Brief: Could you copy every line of the data that contains "dead"?

Start of Supplied records

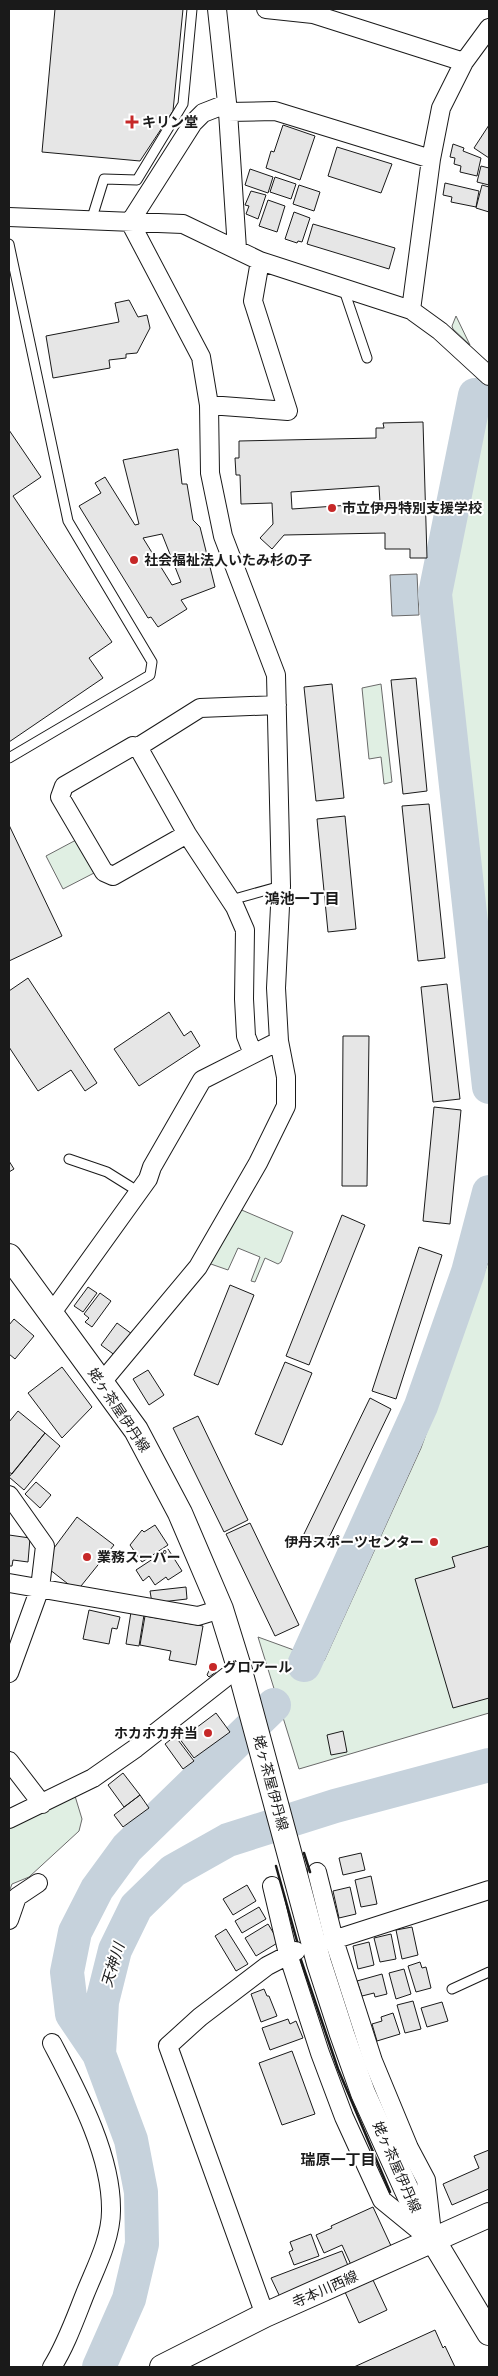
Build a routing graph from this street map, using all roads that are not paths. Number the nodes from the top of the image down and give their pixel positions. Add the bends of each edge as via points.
1 (192, 9) edge
2 (217, 9) edge
3 (266, 9) edge
4 (489, 28) edge
5 (464, 62) junction
6 (227, 108) junction
7 (431, 159) junction
8 (9, 217) edge
9 (91, 221) junction
10 (130, 222) junction
11 (9, 244) edge
12 (237, 249) junction
13 (260, 261) junction
14 (346, 289) junction
15 (410, 310) junction
16 (367, 358) dead end
17 (489, 376) edge
18 (209, 405) junction
19 (277, 706) junction
20 (138, 747) junction
21 (9, 758) edge
22 (187, 834) junction
23 (281, 886) junction
24 (231, 900) junction
25 (279, 1041) junction
26 (253, 1054) junction
27 (69, 1159) dead end
28 (139, 1192) junction
29 (9, 1256) edge
30 (51, 1314) junction
31 (102, 1382) junction
32 (9, 1495) edge
33 (9, 1583) edge
34 (40, 1588) junction
35 (220, 1609) junction
36 (239, 1667) junction
37 (9, 1673) edge
38 (9, 1761) edge
39 (42, 1804) junction
40 (9, 1819) edge
41 (317, 1872) dead end
42 (38, 1883) dead end
43 (272, 1886) dead end
44 (489, 1890) edge
45 (9, 1920) edge
46 (332, 1940) junction
47 (292, 1952) junction
48 (489, 1972) edge
49 (452, 1989) dead end
50 (52, 2043) dead end
51 (489, 2215) edge
52 (433, 2242) junction
53 (265, 2315) junction
54 (489, 2333) edge
55 (52, 2367) edge
56 (162, 2367) edge

1 - 9 lane via 183,104 137,180 104,179
2 - 6 street
3 - 5 street via 313,14
4 - 5 street
5 - 7 street via 441,108
6 - 7 street via 275,111
6 - 10 street via 203,112 193,123
6 - 12 street
7 - 15 street
8 - 9 street
9 - 10 street
10 - 12 street via 183,224
10 - 18 street via 201,356
11 - 21 lane via 68,521 152,662 150,675
12 - 13 street
13 - 14 street
13 - 18 street via 253,301 288,411
14 - 15 street
14 - 16 lane
15 - 17 street via 440,331
18 - 19 street via 210,473 223,536 276,675
19 - 20 street via 200,708
19 - 23 street
20 - 22 street
20 - 22 street via 133,746 64,786 60,797 104,872 113,876
22 - 24 street
23 - 24 lane
23 - 25 street via 276,988
24 - 26 street via 245,930 246,1036
25 - 26 street
25 - 31 street via 286,1077 286,1106 266,1148 198,1267
26 - 28 street via 202,1080
27 - 28 lane via 107,1172
28 - 30 street
29 - 30 main road, 姥ヶ茶屋伊丹線
30 - 31 main road, 姥ヶ茶屋伊丹線
31 - 35 main road, 姥ヶ茶屋伊丹線 via 136,1430 180,1514
32 - 34 street via 45,1546
33 - 34 street
34 - 35 street via 198,1616
34 - 37 street
35 - 36 main road, 姥ヶ茶屋伊丹線
36 - 39 street via 93,1778
36 - 52 main road, 姥ヶ茶屋伊丹線 via 320,1963 360,2085
38 - 39 street
39 - 40 street
41 - 46 street
42 - 45 street via 17,1897
43 - 47 street
44 - 46 street
46 - 52 street via 373,2061 409,2148 426,2180
47 - 52 street via 320,2053 382,2200
47 - 53 street via 207,2012 168,2046
48 - 49 lane
50 - 55 street via 100,2151 111,2211 100,2258 69,2335
51 - 52 main road, 寺本川西線
52 - 53 main road, 寺本川西線
52 - 54 main road, 姥ヶ茶屋伊丹線
53 - 56 main road, 寺本川西線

End of Supplied records

Answer section:
16 (367, 358) dead end
27 (69, 1159) dead end
41 (317, 1872) dead end
42 (38, 1883) dead end
43 (272, 1886) dead end
49 (452, 1989) dead end
50 (52, 2043) dead end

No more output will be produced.